Written by Rachel Segal Hamilton / Photos and illustrations by Ruth Sewell / 26 Jul 2010
Free Range: Mixed | Last week of this year’s graduate art festival | Don't Panic online Magazine

While the first seven weeks of the Free Range graduate Art and Design show had handy titles like Art or Photography telling you what to expect, week eight was simply called Mixed. It certainly lived up to its name. The works, which varied massively in approach, ranged from the mediocre to the remarkable. University of the Arts LCC BA Design for Interaction and Moving Image took over Shop 14 for their exhibition entitled Play It. Just round the corner in the Dray Walk Gallery was the De Montfort University BA in Photography and Video exhibition. Don’t Panic picks out some highlights. 

 
Entering Play It we were instantly struck by the bizarre noises coming from Rich Harvey’s Floating Forecaster and Note Drop. Floating Forecaster consisted of a set of floating white balls that the user could manipulate manually or by using a dedicated iPhone app. The balls made a deafening scream-like sound as they moved upwards. Resembling eggs, planets, or even boules, they managed to look both futuristic and retro. Similarly, Note Drop was like some kind of pinball machine from another dimension. The user was invited to move their hands across a sensor causing balls to drop down, striking different notes as they fell.
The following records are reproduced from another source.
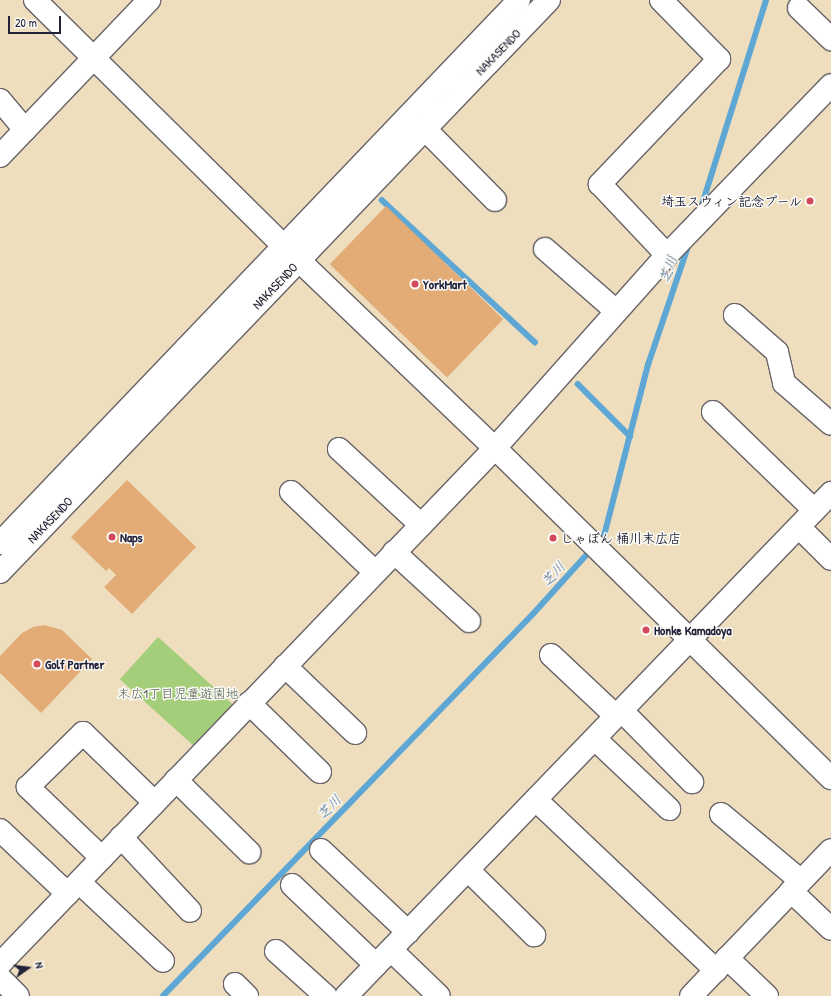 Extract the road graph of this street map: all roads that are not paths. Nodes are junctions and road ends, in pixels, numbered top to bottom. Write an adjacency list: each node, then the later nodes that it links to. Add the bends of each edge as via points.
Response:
1 (35, 0): 8 (main road)
2 (149, 0): 8 (main road)
3 (519, 0): 16 (main road, NAKASENDO)
4 (548, 0): 11 (main road, NAKASENDO)
5 (661, 0): 17 (main road, via 719,59 600,184)
6 (799, 8): 7 (main road)
7 (831, 39)
8 (94, 58): 12 (main road); 16 (main road)
9 (829, 90): 17 (main road)
10 (0, 100): 12 (main road)
11 (424, 128): 14 (main road); 16 (main road, NAKASENDO)
12 (25, 130): 13 (main road)
13 (0, 156)
14 (495, 200)
15 (545, 249): 18 (main road)
16 (292, 253): 22 (main road); 29 (main road, NAKASENDO); 32 (main road, NAKASENDO)
17 (668, 254): 18 (main road)
18 (616, 311): 22 (main road)
19 (735, 315): 21 (main road, via 777,352 784,383)
20 (712, 412): 26 (main road)
21 (831, 424)
22 (495, 448): 27 (main road); 35 (main road)
23 (339, 449): 27 (main road)
24 (290, 492): 33 (main road)
25 (831, 493): 26 (main road)
26 (814, 510): 28 (main road)
27 (421, 525): 30 (main road)
28 (798, 527): 31 (main road); 35 (main road)
29 (0, 543)
30 (394, 552): 33 (main road); 34 (main road)
31 (831, 559)
32 (0, 572)
33 (375, 572): 37 (main road)
34 (469, 622)
35 (689, 638): 39 (main road); 43 (main road)
36 (551, 655): 39 (main road)
37 (285, 666): 38 (main road); 40 (main road)
38 (249, 703): 42 (main road); 44 (main road)
39 (619, 713): 41 (main road); 45 (main road)
40 (355, 733)
41 (595, 739): 46 (main road); 48 (main road)
42 (320, 772)
43 (831, 778)
44 (176, 780): 47 (main road); 54 (main road)
45 (692, 782)
46 (536, 800): 56 (main road); 68 (main road)
47 (155, 803): 51 (main road); 55 (main road, via 83,733 28,787)
48 (669, 809)
49 (721, 814): 58 (main road)
50 (0, 830): 59 (main road)
51 (121, 837): 55 (main road); 60 (main road)
52 (321, 850): 62 (main road)
53 (831, 850): 58 (main road)
54 (249, 852)
55 (102, 858): 59 (main road)
56 (468, 870): 62 (main road); 63 (main road)
57 (292, 885): 65 (main road)
58 (796, 886): 61 (main road); 68 (main road)
59 (73, 888): 66 (main road); 67 (main road)
60 (190, 911)
61 (831, 929)
62 (408, 932): 65 (main road)
63 (534, 935)
64 (276, 951): 71 (main road)
65 (383, 957): 72 (main road); 73 (main road)
66 (163, 961)
67 (0, 964)
68 (721, 964): 74 (main road); 75 (main road)
69 (0, 978): 70 (main road)
70 (18, 996)
71 (326, 996)
72 (346, 996)
73 (439, 996)
74 (691, 996)
75 (767, 996) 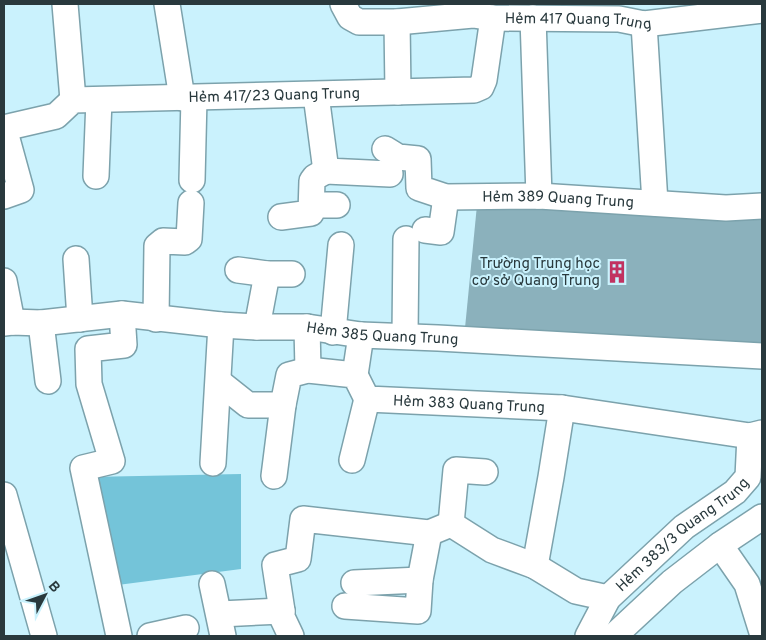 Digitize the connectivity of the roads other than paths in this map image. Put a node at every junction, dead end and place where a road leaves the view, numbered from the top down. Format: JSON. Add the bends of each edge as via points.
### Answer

The clunking noise as the balls were released evoked a snooker club or an amusement arcade, while the sound of the balls hitting the keys had a hypnotic, ethereal quality.
 
 
Anastasia Vikhornava’s Responsive Structures was an uncanny blurring of the natural and the synthetic. The piece consisted of three small framed squares, each containing an oddly shaped, geometrically patterned bulge which responded kinetically to the presence of the viewer. Like strange cyborg growths, they twitched, changed shape and seemed almost alive.
 
 
For Distant Voices, Joel Billington filmed London students from across the world as they talked about their home country compared the UK. The clips showed their mouths in extreme close up. They only revealed their country of origin at the end of the clip when the camera panned out to reveal their face in its entirety. Their answers were all fairly mundane but in strikingly similar ways considering the varying nationalities. This, added to the challenge of guessing the accents, made the clips compulsive viewing.
 
 
Helped in part by the lashings of U’Luvka vodka donated by their sponsors, the Play It private view had a real party vibe, with people spilling into the street, chatting to strangers and making new connections. The De Montfort show, by contrast, was a more sedate affair. Unfortunately the work was also less interesting. There were some exceptions. Bethan McMahon’s Family Album was intriguing although further explanation about the thinking behind the project wouldn’t have gone amiss. Bethan Roberts’ work was lovely: eye achingly bright images that turned bland city centres into psychedelic wonderlands.
 
 
But overall we felt like we had seen it all before. Play it, by contrast, was fun and fresh. It had just the humour and exuberance you want from a Free Range graduate show.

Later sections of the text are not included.